Hong Kong singer Hins Cheung recently hopped on the blockchain art craze by organising an NFT auction in the lead-up to his concert in December. After selling 3,000 NFT cards which included exclusive video clips and photos, he became the first artist in the city to combine an NFT charity auction with a concert experience.
This form of technology has been gaining popularity and real-world wealth for sellers ever since the first NFT project in 2015. In March, Twitter co-founder Jack Dorsey sold his first tweet as an NFT for nearly US$3 million.
So, what is it about this technology that attracts so many people? If you’ve been feeling puzzled about it, we’ve got you covered. To start with, the keyword to remember is “ownership”.
Let’s start with some fun facts
The iconic meme of a Shiba Inu named Kabosu, also known as the “doge meme”, was sold for US$4 million in June. This meme is now considered the most expensive meme ever sold.
Pringles also introduced a limited-edition virtual flavour via NFT called CryptoCrisp. Created by artist Vasya Kolotusha, the “flavour” is a two-second 1080×1080 MP4 file featuring an animated golden Pringles tin with crypto-themed chips. According to the website where it is being auctioned, Rarible, the virtual flavour is worth more than US$1,700.
So what are NFTs?
Consider this: if you took a photo of K-pop powerhouse group BTS and uploaded it online, it would probably be copied in seconds – with or without your permission. Claiming ownership of content online, especially artwork, has long been a problem. But now, for many artists, NFTs are a solution.
Each NFT has its own set of specific information. In fact, it is a digital signature attached to something, like artwork, that turns it into a one-of-a-kind asset. The digital data tells you any transactions related to the artwork, including who owns it, the person who sold it, and the time and cost of every transaction.
Once it is minted – which refers to when the art has been coded with unique IDs and other unchangeable metadata – it is impossible to fake a digital certificate. The blockchain – a digital account of transactions – makes sure that the buyer has the original artwork, and it can be digitally traced forever.
People can buy or resell NFTs for real money, cryptocurrency or other NFTs.
Many people see the soaring NFT market as irrational and risky. They consider the phenomenon to be a bubble that is about to burst – meaning that people who own NFT art may suddenly find their items to be worthless.
What does non-fungible mean?
It might sound like the name of a mushroom, but if something is non-fungible, it means it is not replaceable or interchangeable. For example, a HK$1,000 bill is fungible because it can be exchanged for 10 HK$100 bills or two HK$500 bills. Leonardo da Vinci’s Mona Lisa painting, however, is non-fungible because there is only one original.
What is blockchain?
Blockchain is the technology that makes NFTs and cryptocurrencies like bitcoin possible. It is immutable, meaning it is unable to be changed, so you can always trust it to be accurate. Its information is also spread out, meaning any data or records of transactions on the blockchain is stored in multiple places to minimise the risk of attack.

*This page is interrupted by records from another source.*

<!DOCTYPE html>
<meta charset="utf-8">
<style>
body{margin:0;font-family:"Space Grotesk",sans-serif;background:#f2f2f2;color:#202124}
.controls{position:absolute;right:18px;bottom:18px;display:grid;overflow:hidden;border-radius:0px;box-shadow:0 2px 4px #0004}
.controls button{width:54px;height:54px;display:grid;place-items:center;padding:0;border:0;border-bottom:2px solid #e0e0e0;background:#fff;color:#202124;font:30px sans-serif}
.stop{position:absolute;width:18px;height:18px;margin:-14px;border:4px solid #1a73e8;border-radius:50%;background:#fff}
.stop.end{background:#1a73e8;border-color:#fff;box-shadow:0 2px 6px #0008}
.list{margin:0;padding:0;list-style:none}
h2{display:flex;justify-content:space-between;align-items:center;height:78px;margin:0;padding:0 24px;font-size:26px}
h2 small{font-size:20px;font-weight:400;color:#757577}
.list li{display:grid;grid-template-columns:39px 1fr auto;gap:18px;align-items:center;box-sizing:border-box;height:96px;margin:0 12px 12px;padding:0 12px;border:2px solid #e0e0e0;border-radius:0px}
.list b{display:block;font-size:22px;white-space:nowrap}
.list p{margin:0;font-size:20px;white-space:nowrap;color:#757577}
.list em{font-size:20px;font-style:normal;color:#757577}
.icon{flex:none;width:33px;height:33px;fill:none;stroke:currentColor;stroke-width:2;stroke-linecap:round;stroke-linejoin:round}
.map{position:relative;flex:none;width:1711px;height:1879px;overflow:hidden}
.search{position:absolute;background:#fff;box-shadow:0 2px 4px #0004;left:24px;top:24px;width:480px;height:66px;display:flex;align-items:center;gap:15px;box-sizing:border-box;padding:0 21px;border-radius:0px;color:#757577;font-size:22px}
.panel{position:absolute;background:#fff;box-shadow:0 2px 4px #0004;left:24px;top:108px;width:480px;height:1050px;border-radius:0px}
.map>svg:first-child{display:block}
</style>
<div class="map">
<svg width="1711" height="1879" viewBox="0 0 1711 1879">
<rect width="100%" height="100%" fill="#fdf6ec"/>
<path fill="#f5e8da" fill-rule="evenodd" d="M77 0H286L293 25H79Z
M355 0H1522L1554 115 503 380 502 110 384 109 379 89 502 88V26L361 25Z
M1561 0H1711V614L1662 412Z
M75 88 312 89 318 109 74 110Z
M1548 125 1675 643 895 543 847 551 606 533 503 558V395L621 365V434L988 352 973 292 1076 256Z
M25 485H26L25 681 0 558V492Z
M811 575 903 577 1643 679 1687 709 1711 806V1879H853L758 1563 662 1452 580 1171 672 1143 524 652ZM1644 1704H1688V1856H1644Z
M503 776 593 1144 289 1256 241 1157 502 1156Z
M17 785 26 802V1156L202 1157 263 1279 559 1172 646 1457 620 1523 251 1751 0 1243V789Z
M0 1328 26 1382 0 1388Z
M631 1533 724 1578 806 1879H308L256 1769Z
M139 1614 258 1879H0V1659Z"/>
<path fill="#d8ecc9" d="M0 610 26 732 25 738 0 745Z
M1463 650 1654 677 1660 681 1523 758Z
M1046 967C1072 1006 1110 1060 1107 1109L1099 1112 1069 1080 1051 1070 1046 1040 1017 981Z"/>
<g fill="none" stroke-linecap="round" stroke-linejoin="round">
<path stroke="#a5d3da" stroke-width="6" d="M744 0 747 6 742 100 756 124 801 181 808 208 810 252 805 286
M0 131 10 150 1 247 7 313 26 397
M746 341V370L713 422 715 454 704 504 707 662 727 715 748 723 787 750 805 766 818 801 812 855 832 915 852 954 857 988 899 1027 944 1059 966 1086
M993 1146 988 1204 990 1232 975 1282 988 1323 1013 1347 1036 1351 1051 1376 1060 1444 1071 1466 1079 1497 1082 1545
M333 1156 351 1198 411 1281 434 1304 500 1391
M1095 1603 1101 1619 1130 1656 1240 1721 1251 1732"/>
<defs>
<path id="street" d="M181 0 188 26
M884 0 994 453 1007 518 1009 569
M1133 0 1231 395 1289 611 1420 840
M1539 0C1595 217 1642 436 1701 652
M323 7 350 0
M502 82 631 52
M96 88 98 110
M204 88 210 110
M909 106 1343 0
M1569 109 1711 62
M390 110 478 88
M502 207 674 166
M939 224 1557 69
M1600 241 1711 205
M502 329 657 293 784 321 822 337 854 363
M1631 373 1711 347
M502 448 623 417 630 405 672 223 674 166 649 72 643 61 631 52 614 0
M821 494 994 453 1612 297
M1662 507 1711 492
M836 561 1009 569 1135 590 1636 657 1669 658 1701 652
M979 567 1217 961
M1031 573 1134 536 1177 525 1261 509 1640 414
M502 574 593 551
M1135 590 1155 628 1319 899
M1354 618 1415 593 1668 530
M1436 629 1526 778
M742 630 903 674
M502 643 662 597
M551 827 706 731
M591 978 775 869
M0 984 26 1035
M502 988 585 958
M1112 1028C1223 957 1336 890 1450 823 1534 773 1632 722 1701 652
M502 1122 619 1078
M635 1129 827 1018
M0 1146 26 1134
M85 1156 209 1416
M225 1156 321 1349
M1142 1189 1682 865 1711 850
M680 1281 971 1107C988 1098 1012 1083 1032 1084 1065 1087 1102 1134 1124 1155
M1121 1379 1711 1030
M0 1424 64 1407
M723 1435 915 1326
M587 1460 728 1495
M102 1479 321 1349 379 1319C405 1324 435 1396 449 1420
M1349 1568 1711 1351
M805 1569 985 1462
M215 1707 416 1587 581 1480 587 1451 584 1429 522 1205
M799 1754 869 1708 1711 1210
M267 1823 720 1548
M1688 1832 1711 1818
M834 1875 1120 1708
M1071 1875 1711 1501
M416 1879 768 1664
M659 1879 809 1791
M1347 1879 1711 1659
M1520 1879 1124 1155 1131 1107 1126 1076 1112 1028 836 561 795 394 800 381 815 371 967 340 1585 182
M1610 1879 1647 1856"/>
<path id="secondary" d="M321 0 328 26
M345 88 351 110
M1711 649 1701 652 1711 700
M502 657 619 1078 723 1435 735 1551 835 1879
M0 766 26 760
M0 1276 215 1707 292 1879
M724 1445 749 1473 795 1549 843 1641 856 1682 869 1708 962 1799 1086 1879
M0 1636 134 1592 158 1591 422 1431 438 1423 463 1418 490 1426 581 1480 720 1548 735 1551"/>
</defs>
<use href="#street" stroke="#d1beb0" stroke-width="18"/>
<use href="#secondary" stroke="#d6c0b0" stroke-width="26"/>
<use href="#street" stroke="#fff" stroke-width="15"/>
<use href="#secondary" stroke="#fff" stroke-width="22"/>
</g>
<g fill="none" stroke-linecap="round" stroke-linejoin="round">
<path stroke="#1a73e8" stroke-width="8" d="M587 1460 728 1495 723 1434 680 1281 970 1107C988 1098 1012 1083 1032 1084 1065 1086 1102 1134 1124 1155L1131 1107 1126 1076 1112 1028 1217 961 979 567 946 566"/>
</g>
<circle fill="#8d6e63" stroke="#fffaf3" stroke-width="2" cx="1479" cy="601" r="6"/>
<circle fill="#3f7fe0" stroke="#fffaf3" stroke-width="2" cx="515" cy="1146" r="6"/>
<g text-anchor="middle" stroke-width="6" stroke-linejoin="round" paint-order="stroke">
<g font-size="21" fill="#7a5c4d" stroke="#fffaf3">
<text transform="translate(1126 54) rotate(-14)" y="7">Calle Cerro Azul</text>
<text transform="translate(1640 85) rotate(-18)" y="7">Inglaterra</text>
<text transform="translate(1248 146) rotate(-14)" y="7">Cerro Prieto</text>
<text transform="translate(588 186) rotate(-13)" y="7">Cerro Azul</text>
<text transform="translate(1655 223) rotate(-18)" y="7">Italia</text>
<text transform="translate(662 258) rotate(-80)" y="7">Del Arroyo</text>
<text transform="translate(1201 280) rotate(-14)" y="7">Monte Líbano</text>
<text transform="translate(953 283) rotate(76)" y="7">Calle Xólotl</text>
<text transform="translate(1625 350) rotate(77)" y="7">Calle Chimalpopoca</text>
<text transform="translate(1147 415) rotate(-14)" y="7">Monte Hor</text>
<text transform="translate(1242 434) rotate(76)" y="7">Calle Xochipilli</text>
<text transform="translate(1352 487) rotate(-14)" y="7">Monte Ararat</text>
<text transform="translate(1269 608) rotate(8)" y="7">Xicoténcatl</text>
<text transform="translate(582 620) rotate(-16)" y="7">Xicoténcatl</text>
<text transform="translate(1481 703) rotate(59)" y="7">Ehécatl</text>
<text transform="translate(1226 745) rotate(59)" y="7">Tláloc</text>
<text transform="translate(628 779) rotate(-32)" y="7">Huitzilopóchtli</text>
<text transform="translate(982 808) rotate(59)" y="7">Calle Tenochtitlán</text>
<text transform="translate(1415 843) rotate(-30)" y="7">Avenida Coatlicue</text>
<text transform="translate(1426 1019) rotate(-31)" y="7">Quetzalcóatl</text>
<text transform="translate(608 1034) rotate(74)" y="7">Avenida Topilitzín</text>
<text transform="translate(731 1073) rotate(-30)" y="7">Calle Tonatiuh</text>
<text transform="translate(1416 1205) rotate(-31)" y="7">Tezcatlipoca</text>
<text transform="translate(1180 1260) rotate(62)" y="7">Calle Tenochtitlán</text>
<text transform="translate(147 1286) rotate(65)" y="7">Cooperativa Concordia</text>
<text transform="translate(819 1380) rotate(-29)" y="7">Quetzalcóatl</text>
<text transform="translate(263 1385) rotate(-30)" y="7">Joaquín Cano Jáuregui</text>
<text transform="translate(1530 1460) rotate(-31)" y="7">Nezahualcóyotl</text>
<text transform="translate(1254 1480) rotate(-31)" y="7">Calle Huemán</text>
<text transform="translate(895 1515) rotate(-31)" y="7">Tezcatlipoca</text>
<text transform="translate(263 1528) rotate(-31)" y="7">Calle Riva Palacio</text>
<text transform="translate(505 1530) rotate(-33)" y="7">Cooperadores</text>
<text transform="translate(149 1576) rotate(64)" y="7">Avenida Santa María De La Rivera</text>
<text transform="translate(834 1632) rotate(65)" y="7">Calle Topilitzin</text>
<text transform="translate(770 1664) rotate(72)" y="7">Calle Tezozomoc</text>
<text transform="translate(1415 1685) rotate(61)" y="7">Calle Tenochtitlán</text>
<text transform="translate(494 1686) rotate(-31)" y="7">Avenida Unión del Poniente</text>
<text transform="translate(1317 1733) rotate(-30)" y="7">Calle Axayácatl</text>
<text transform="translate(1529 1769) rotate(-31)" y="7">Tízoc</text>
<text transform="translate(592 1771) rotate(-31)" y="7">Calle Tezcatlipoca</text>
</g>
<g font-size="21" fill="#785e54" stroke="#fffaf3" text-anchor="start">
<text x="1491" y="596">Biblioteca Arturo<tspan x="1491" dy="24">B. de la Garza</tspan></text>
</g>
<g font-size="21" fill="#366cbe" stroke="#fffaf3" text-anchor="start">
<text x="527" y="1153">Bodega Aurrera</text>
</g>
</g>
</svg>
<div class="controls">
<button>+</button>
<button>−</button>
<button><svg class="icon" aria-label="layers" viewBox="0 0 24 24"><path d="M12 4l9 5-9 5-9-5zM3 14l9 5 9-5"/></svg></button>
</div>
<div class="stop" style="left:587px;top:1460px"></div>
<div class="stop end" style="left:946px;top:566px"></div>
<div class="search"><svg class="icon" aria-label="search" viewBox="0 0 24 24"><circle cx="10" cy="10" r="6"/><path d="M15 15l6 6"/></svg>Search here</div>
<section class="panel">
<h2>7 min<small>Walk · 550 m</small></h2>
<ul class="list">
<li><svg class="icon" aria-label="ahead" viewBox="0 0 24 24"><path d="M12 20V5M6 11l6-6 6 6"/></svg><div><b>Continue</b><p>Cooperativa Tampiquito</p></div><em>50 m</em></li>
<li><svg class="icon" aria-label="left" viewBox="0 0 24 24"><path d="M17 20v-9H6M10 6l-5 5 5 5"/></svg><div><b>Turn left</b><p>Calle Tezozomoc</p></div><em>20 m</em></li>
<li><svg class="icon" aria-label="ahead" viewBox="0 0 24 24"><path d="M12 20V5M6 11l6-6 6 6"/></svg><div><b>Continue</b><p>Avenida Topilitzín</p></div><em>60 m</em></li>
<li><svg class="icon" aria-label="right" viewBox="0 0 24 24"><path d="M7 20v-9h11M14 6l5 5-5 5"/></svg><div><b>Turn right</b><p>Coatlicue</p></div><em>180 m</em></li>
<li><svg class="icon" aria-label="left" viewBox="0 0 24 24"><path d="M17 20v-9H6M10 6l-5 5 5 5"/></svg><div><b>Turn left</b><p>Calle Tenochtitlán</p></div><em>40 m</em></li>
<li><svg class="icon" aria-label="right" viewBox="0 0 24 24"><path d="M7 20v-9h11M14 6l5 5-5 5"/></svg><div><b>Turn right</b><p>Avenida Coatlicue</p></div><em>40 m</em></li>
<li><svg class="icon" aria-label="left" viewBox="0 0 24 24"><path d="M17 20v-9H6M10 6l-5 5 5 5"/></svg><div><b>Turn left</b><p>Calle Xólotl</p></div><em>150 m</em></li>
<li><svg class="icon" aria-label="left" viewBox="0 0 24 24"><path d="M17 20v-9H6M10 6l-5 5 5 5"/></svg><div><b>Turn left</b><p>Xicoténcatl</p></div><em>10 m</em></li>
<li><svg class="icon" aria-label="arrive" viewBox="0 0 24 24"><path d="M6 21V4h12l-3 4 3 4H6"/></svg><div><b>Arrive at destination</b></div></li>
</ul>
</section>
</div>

Like blocks of data chained together, the blockchain is a decentralised database that stores information in a way that makes it impossible to change, hack or cheat the system. For NFTs, blockchain allows everyone to verify the asset’s authenticity and ownership.
Why do NFTs matter? Why all the buzz?
For far too long, duplicating digital media has been as simple as a mouse click away. But NFTs mark the first time that digital artwork can be guaranteed its authenticity and ownership.
Not only does this appeal to artists, who can guarantee the value of their original work, but it also appeals to collectors, especially those who are investing in the virtual world.
“I believe we are witnessing the beginning of the next chapter in art history, digital art,” Beeple said in a statement released by the auction house Christie’s.
This revolution in the art world has opened the door for new forms of digital media.
Anything digital can become an NFT. Images, videos, music, recordings and text have all been sold via an NFT. And that is just the tip of the iceberg. NFTs can be video game items, virtual fashion, memes, tweets or even clips of memorable sports moments. The sky is the limit.